*THE INPUT*
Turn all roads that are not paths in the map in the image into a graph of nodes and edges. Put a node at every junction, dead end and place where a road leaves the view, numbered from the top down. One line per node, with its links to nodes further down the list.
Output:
---
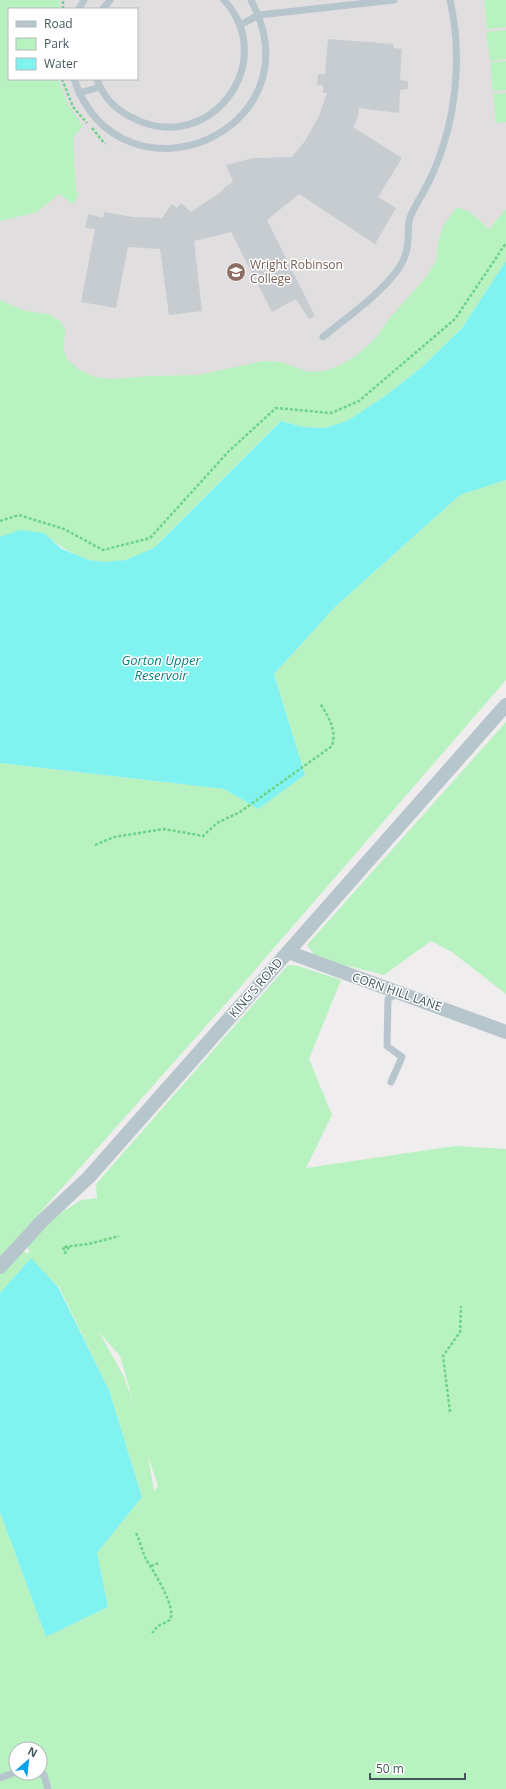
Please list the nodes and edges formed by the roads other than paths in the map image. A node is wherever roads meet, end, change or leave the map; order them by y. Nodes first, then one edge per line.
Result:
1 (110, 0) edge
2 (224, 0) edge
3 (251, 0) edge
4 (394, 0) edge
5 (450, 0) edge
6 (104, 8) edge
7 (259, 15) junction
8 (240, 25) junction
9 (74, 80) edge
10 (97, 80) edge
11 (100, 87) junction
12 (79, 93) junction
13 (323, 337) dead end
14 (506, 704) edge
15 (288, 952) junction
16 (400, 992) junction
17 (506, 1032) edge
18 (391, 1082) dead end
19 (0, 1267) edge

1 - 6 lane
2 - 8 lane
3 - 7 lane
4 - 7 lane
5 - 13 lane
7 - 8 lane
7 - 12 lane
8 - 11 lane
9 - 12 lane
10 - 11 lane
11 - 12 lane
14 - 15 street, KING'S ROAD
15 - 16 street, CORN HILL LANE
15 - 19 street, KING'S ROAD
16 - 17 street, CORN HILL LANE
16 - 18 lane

*WHAT YOU SHOULD DO*
Go through the material above and copy each line that has the word "edges".

*RESULT*
Turn all roads that are not paths in the map in the image into a graph of nodes and edges. Put a node at every junction, dead end and place where a road leaves the view, numbered from the top down. One line per node, with its links to nodes further down the list.
Please list the nodes and edges formed by the roads other than paths in the map image. A node is wherever roads meet, end, change or leave the map; order them by y. Nodes first, then one edge per line.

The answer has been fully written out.